The blind spot is cars. In most cases, the shortest distance between a poor person
and a job is
along a line driven in a car. Prosperity
in America has always been strongly related to mobility and poor people
work hard
for access to opportunities. For both the rural and
inner-city poor, access means being able to reach the prosperous suburbs of our
booming
metropolitan economies, and mobility
means having the private automobile necessary for the trip. The most important
response to the
policy challenge of job access for
those leaving welfare is the continued and expanded use of cars by low-income
workers. Across
the country, state and local
decisionmakers are inventing new programs to do just that and devising new ways that
public
funds can help.
This report presents survey and field research on the ten states with the largest (as
of January
1998) numbers of families receiving
assistance under the Temporary Assistance for Needy Families Block Grant (TANF),
which is a
mix of federal and matching state
funds. (Throughout this report, we use TANF to refer to both state and federal funds.)
These ten
states collectively represent
two-thirds of the national caseload; they are: California, Florida, Georgia, Illinois,
Michigan,
New York, Ohio, Pennsylvania, Texas,
and Washington. We surveyed officials in a variety of relevant state departments and
interviewed
local officials and public transit
operators in cities and rural counties throughout the ten states. This research informs
both our
analysis of transportation assistance
and our recommendations to policymakers.
Our analysis consists of five key points:
First, both rural counties and inner cities are isolated
from the
dispersed job growth generated by suburbanized metropolitan
economies. Lower densities and longer distances generate regressive commuting costs:
lower
income households face time and
money costs that are higher in proportion to their earnings. When combined with the
decline in
wages of lower-skilled jobs,
working families of modest means face a nearly impossible situation.
Second, the work requirements at the heart of welfare
reform
have forced a variety of partial responses to this commuting
dilemma. Transportation is often listed as the leading barrier to getting and keeping a
job for
those leaving welfare. The resources
devoted to transportation assistance are increasing, with both TANF block grant funds
and
supplemental funds from new
programs--such as the Access to Jobs and Reverse Commute Program from the U.S.
Department
of Transportation
(USDOT)--being expended on public transit and its alternatives.

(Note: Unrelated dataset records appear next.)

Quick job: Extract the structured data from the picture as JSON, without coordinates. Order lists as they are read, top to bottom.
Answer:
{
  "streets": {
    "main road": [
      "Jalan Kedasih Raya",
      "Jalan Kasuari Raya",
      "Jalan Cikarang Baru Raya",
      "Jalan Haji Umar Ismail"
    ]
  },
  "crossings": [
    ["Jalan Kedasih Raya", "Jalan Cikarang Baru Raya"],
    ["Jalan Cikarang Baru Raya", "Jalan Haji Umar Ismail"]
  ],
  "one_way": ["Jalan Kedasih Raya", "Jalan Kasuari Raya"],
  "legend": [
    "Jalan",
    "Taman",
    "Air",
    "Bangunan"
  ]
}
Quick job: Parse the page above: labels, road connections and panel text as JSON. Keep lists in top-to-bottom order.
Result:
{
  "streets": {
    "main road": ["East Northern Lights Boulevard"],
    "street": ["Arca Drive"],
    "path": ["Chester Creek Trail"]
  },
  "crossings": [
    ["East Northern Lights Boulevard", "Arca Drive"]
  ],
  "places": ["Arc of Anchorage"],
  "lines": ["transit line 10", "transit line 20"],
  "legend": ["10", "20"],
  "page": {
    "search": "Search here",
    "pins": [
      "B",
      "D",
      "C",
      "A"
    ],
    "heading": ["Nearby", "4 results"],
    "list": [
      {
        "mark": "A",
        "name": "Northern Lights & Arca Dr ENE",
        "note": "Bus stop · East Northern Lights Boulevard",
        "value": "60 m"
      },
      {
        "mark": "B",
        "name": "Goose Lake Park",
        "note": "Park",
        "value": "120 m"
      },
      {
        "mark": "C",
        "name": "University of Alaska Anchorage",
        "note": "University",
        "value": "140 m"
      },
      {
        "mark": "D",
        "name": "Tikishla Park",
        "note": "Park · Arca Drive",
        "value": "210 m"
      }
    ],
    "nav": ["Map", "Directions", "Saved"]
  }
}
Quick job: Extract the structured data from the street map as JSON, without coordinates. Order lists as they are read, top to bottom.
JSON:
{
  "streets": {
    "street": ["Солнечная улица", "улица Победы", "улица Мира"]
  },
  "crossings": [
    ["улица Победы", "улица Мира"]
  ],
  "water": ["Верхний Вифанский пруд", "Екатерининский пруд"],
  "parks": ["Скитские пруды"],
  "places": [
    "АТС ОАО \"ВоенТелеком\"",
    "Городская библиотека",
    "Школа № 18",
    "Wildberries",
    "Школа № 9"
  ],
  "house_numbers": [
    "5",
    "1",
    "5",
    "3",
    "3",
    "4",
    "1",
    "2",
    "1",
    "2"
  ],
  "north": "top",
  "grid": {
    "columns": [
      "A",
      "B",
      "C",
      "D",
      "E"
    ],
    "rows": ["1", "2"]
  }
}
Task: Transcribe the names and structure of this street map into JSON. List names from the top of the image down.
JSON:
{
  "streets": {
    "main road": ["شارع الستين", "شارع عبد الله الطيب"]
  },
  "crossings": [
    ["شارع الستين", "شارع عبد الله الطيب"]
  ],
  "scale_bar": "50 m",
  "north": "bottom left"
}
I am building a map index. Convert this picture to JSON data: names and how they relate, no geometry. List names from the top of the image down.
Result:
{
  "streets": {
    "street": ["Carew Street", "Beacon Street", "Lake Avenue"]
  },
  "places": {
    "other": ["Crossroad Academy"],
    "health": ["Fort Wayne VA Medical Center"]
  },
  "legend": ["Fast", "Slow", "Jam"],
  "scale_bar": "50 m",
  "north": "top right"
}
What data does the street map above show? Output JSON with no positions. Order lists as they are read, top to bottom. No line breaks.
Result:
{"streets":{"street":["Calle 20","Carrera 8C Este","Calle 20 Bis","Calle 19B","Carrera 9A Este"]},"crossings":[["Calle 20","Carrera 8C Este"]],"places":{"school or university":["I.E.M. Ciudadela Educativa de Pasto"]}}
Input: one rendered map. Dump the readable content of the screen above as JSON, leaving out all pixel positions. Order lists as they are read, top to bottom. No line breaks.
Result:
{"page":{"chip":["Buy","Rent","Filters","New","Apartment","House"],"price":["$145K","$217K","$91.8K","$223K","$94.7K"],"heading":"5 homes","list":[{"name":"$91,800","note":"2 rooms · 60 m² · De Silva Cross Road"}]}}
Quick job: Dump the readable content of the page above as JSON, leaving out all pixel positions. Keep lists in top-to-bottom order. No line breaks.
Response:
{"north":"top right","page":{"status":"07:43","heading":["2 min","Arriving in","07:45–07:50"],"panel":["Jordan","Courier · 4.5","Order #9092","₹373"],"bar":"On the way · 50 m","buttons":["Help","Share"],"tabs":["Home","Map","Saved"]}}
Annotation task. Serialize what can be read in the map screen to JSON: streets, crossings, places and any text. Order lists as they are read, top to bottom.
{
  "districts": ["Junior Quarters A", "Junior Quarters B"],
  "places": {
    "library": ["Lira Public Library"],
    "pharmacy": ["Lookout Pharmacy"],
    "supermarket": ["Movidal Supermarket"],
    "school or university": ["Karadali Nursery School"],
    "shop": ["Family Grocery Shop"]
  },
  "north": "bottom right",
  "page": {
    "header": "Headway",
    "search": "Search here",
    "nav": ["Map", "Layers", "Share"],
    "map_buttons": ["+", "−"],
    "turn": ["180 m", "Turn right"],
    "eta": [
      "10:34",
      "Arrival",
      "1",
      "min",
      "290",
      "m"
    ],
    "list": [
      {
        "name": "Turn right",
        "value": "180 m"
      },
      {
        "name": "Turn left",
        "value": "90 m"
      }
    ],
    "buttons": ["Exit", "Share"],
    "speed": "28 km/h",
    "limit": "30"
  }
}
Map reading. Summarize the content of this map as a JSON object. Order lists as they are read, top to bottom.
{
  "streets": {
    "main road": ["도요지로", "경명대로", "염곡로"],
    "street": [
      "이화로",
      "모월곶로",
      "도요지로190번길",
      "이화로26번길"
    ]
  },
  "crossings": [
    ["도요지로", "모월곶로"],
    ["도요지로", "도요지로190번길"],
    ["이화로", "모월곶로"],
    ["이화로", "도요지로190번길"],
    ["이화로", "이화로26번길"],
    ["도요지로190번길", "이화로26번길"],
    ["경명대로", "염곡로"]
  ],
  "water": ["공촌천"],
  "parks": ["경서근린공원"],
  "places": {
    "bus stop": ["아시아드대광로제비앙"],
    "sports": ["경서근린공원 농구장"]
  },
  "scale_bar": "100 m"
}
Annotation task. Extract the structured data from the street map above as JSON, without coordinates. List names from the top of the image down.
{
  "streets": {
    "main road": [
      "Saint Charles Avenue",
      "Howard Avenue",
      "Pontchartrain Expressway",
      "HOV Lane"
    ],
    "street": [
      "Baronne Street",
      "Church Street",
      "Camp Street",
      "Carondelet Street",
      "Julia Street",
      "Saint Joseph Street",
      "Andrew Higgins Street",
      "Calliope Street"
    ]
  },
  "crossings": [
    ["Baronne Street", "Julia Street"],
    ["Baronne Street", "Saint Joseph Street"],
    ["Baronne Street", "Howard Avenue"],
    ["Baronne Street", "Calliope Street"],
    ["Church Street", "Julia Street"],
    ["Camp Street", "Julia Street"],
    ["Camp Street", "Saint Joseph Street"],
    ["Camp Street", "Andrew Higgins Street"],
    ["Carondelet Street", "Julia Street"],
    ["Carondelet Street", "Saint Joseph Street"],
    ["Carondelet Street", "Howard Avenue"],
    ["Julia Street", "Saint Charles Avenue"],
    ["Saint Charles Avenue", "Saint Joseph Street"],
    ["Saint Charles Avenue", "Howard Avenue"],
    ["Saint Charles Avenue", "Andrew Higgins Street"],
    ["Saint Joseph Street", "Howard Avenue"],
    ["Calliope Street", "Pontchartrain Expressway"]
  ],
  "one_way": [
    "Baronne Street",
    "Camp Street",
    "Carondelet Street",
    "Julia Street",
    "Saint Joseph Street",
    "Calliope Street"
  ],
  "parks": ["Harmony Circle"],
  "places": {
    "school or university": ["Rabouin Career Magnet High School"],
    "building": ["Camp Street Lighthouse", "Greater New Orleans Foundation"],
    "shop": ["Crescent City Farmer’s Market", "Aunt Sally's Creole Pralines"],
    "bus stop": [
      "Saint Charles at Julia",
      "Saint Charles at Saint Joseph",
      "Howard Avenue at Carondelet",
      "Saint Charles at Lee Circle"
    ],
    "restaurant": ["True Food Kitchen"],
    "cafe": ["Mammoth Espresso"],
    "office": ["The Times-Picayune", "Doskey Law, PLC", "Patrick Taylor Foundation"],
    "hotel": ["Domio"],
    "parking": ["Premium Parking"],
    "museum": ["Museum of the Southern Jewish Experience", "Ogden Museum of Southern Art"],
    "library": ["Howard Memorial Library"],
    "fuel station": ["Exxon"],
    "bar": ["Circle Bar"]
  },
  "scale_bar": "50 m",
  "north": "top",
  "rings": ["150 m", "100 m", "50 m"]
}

Third, public transit systems operating in many
metropolitan
areas have been rendered obsolete by the suburbanization of
population and employment. These systems were designed to serve an industrial
geography in
which central places were the most
valuable and in which most people lived and worked in high-density environments.
Yet, there is
a bias in both formal program
rules and informal decisions favoring public transit as the job access solution for
low-income
workers. In the worst case scenario,
new subsidies to public transit systems granted in the name of job access can: (1)
consign
low-income workers to long rides on
buses and trains; (2) drain resources from the rest of the transit system, thereby
weakening
services on which many working
families already rely; and (3) encourage further job suburbanization--hardly the goal of
a job
access strategy.
Fourth, private automobiles have been an overlooked
solution
and remain largely taboo in Washington, D.C. and some states. But
local policymakers are recognizing that cars are a necessary part of the job access mix
for
low-income workers and are developing
ways that public funds can help. Some environmentalists, transit advocates, and others
may
object to car-based solutions. And
while clean air, uncongested roads, and farmland preservation are worthy goals, they
should not
impede the job prospects of poor
people being propelled from welfare to work.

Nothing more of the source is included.